Lo que pretende la literatura... No, digámoslo mejor: lo que pretende la palabra poética en su sentido más amplio —poesía, narrativa, dramaturgia, ensayo— no es en absoluto excitar las papilas gustativas de “lo bonito”. Ni de “lo exquisito”. Ni siquiera de “lo sublime”. Lo que pretende la palabra poética —y la pictórica, y la escultórica, y la arquitectónica, y la musical...—, lo que pretende la palabra del arte es otra cosa: ser esa conmoción a través de la cual el ser estalla en toda su multiplicidad: sensual, carnal, racional, emocional, intelectual, espiritual. Lo que pretende la palabra del arte es dar cauce y expresión a ese estremecimiento al que, no teniendo mejor nombre que darle, llamamos Belleza.
Sólo entendida así —como ontología, como palabra del ser, y no como palabra de lo estéticamente exquisito—, podrá la Belleza, marcando el aire del tiempo —como lo marcaba por ejemplo en Grecia, como lo marcaba por ejemplo en el Renacimiento— cumplir el reto de resacralizar un mundo casi caído hoy en el abismo vulgar de la Nada.
Pese a ello, pese a que tales ideas ya estaban en el trasfondo de nuestro texto fundacional (el Manifiesto contra la muerte del espíritu y de la tierra), nuestra publicación ha adolecido de una importante laguna a lo largo de sus dieciséis años de existencia: el arte —y la literatura en particular— no ha estado presente en nuestras páginas con el vigor que hubiera debido ser el suyo.
Vamos a remediarlo abriendo los fines de semana esta nueva Sección que hoy presentamos. No, no está destinada a “hacer bonito” o a dar bonitas cosas a leer a nuestros lectores. Está destinada a darles estremecidas, conmovedoras, maravillosas cosas: las de los textos de grandes clásicos, ya en poesía, ya en narrativa, que iremos seleccionando sucesivamente.
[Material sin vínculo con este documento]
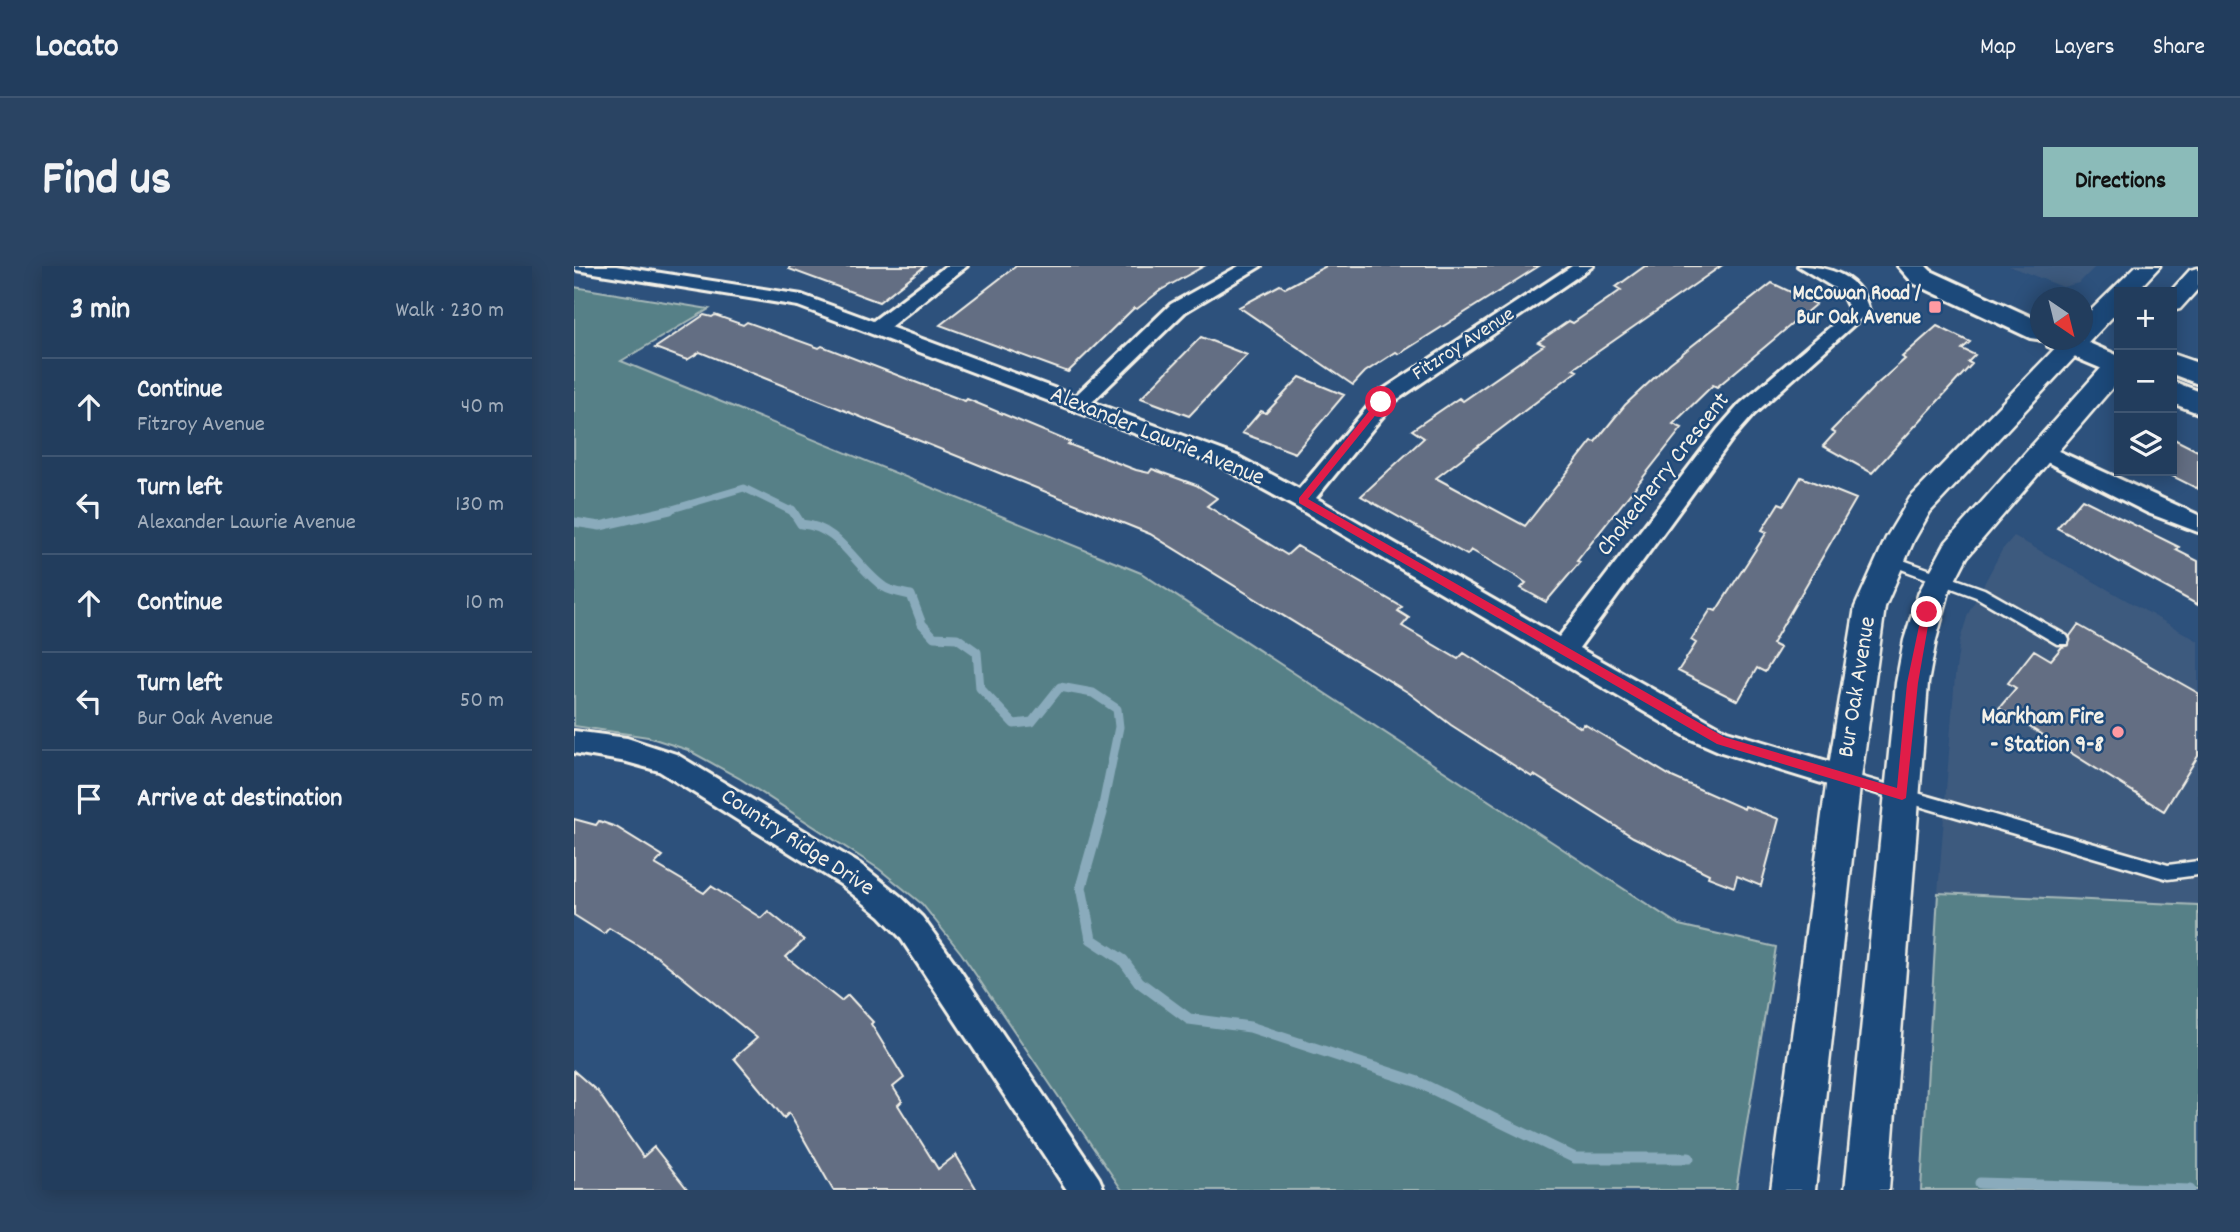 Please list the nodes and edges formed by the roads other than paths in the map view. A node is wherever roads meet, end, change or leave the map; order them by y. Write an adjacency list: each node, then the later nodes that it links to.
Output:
1 (582, 266): 11 (street, Alexander Lawrie Avenue)
2 (696, 266): 11 (street)
3 (958, 266): 18 (street)
4 (1252, 266): 27 (street)
5 (1584, 266): 29 (street, Fitzroy Avenue)
6 (1807, 266): 34 (street, Chokecherry Crescent)
7 (1911, 266): 17 (main road)
8 (1957, 266): 13 (main road)
9 (2149, 266): 12 (street, Bur Oak Avenue)
10 (2198, 275): 14 (street)
11 (675, 279): 18 (street, Alexander Lawrie Avenue)
12 (2128, 287)
13 (2017, 293)
14 (2177, 298)
15 (2114, 300): 16 (street, Bur Oak Avenue)
16 (2093, 319)
17 (2030, 327)
18 (876, 328): 27 (street, Alexander Lawrie Avenue)
19 (2093, 344): 21 (main road)
20 (2062, 350): 31 (street, Bur Oak Avenue)
21 (2114, 356)
22 (2177, 364): 24 (main road)
23 (2114, 365): 28 (street)
24 (2198, 374)
25 (2177, 393): 26 (main road)
26 (2198, 403)
27 (1078, 404): 29 (street, Alexander Lawrie Avenue)
28 (2042, 451): 30 (street); 32 (street)
29 (1302, 500): 34 (street, Alexander Lawrie Avenue)
30 (2198, 524)
31 (1889, 560): 32 (lane); 36 (street, Bur Oak Avenue)
32 (1940, 578): 33 (lane); 37 (street)
33 (2062, 640)
34 (1563, 651): 36 (street, Alexander Lawrie Avenue)
35 (574, 742): 39 (street, Country Ridge Drive)
36 (1844, 778): 37 (lane); 40 (street, Bur Oak Avenue)
37 (1902, 795): 38 (lane); 41 (street)
38 (2198, 868)
39 (1087, 1190)
40 (1793, 1190)
41 (1867, 1190) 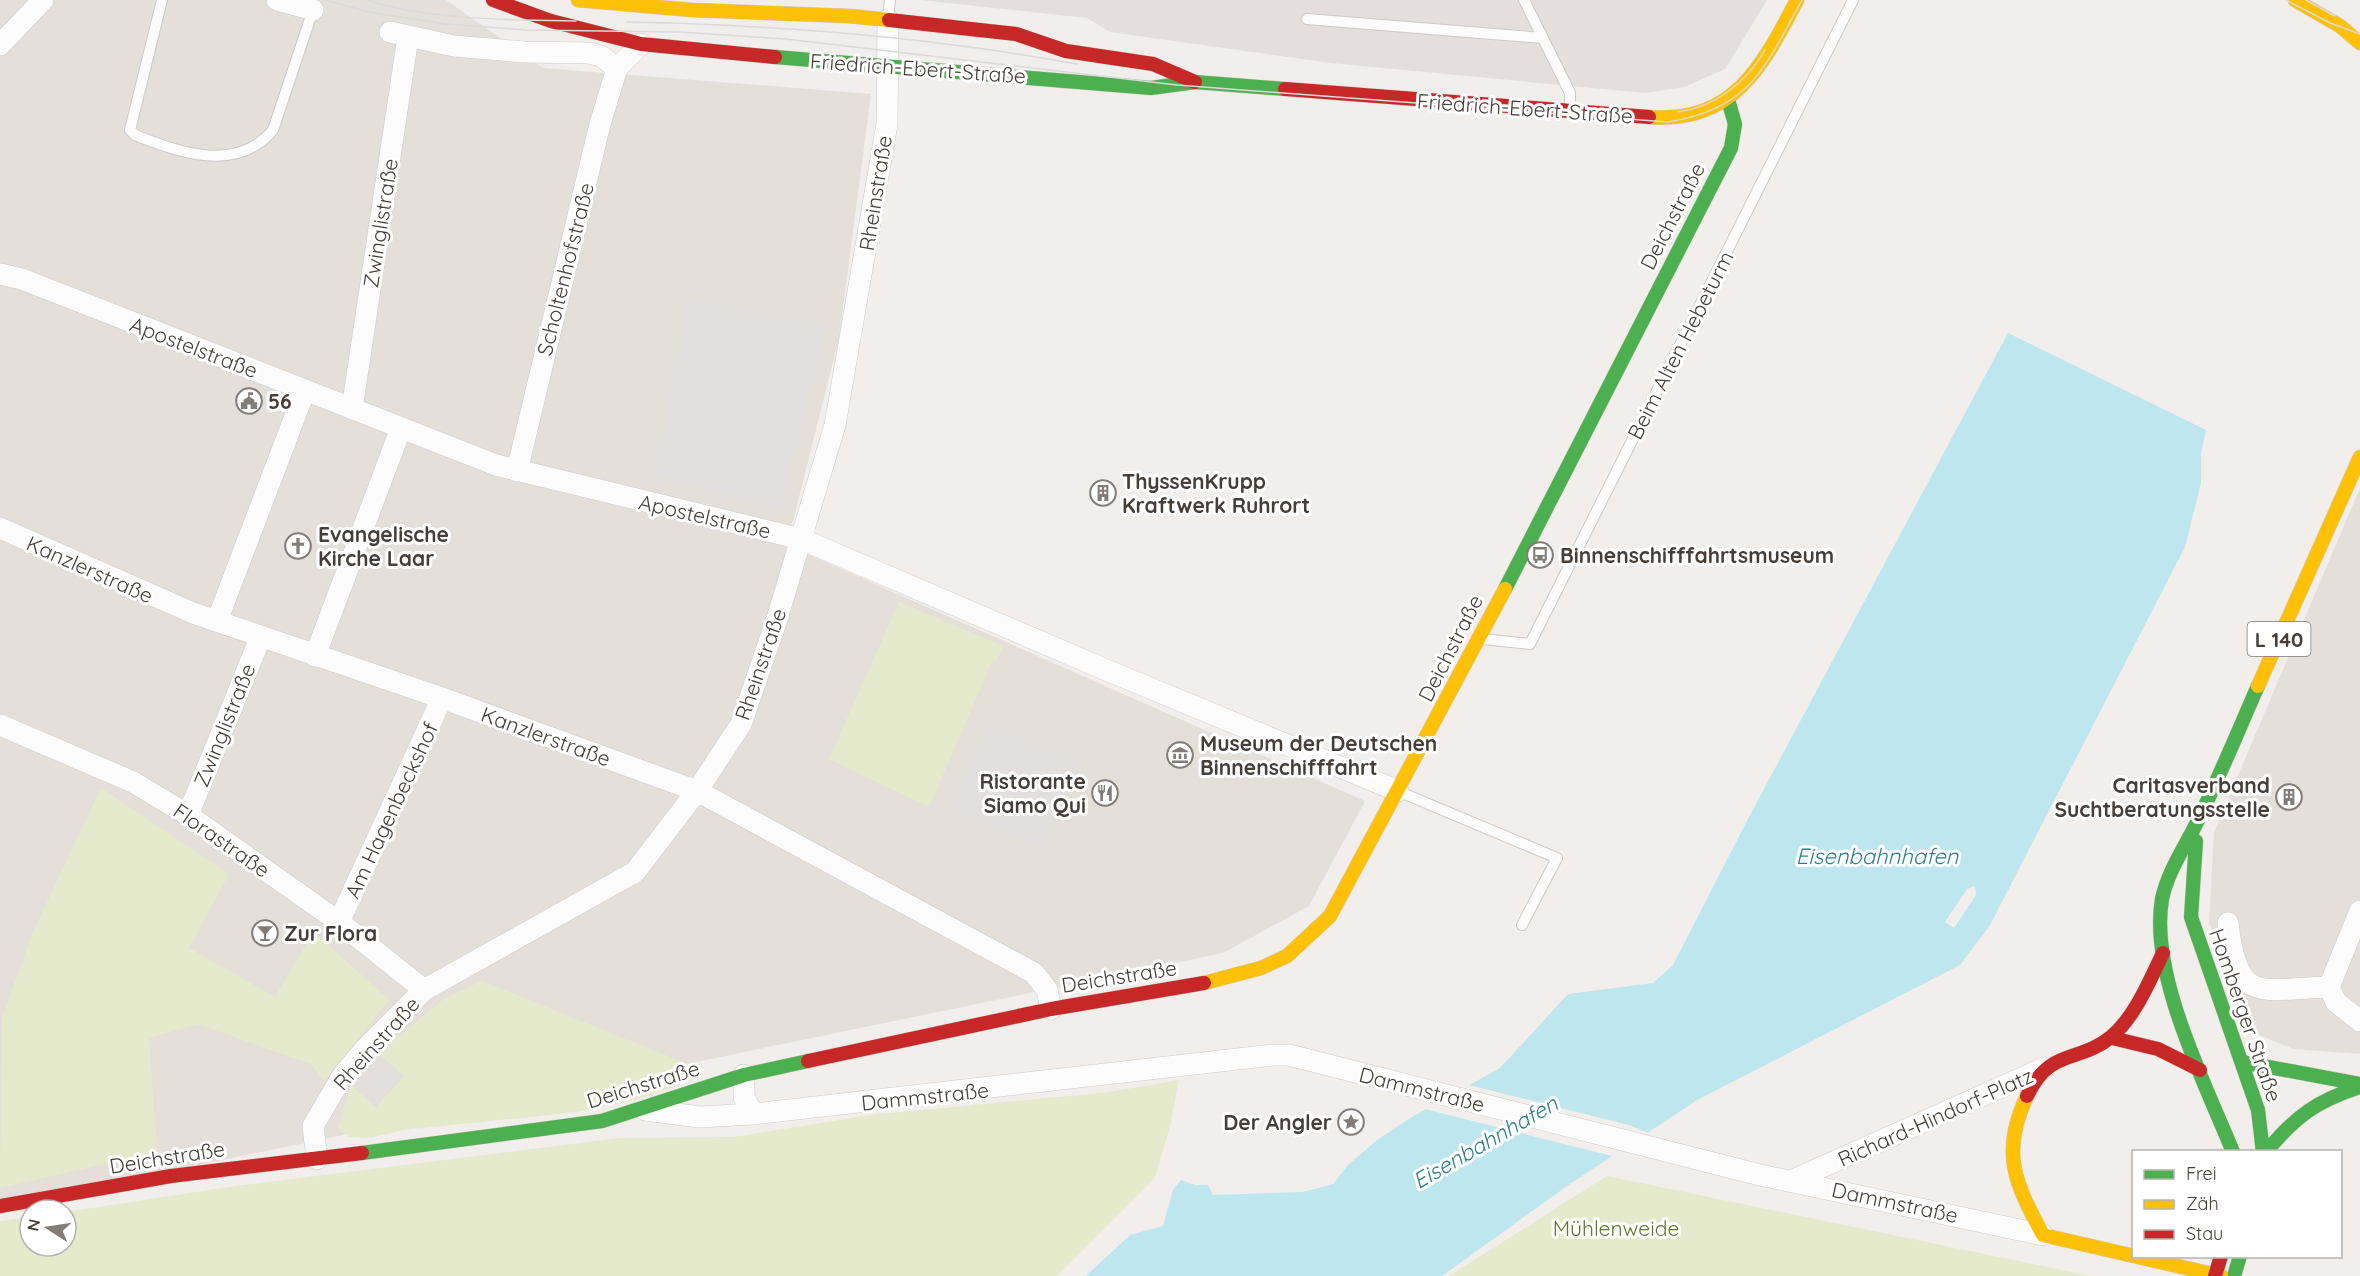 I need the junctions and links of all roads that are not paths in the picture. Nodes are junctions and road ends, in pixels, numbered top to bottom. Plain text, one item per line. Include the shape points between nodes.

Se abre hoy el fuego con una gran prosa poética de Unamuno.
Javier Ruiz Portella
¡Adentro!
(Miguel de Unamuno)
In interiore hominis habitat veritas.
La verdad, habríame descorazonado tu carta, haciéndome temer por tu porvenir, que es todo tu tesoro, si no creyese firmemente que esos arrechuchos de desaliento suelen ser pasaderos, y no más que síntoma de la conciencia que de la propia nada radical se tiene, conciencia de que se cobra nuevas fuerzas para aspirar a serlo todo. No llegará muy lejos, de seguro, quien nunca sienta cansancio.
De esa conciencia de tu poquedad recogerás arrestos para tender a serlo todo. Arranca como de principio de tu vida interior del reconocimiento, con pureza de intención, de tu pobreza cardinal de espíritu, de tu miseria, y aspira a lo absoluto si en el relativo quieres progresar.
No temo por ti. Sé que te volverán los generosos arranques y las altas ambiciones, y de ello me felicito y te felicito.
Me felicito y te felicito por ello, sí, porque una de las cosas que a peor traer nos traen —en España sobre todo— es la sobra de codicia unida a la falta de ambición. ¡Si pusiéramos en subir más alto el ahínco que en no caer ponemos, y en adquirir más tanto mayor cuidado que en conservar el peculio que heredamos! Por cavar en tierra y esconder en ella el solo talento que se nos dio, temerosos del Señor que donde no sembró siega y donde no esparció recoge, se nos quitará ese único nuestro talento, para dárselo al que recibió más y supo acrecentarlos, porque "«al que tuviere le será dado y tendrá aún más, y al que no tuviere, hasta lo que tiene le será quitado»" (Mat., XXV). No seas avaro, no dejes que la codicia ahogue a la ambición en ti; vale más que en tu ansia por perseguir a cien pájaros que vuelan te broten alas, que no el que estés en tierra con tu único pájaro en mano.
Pon en tu orden, muy alta tu mira, lo más alta que puedas, más alta aún, donde tu vista no alcance, donde nuestras vidas paralelas van a encontrarse: apunta a lo inasequible.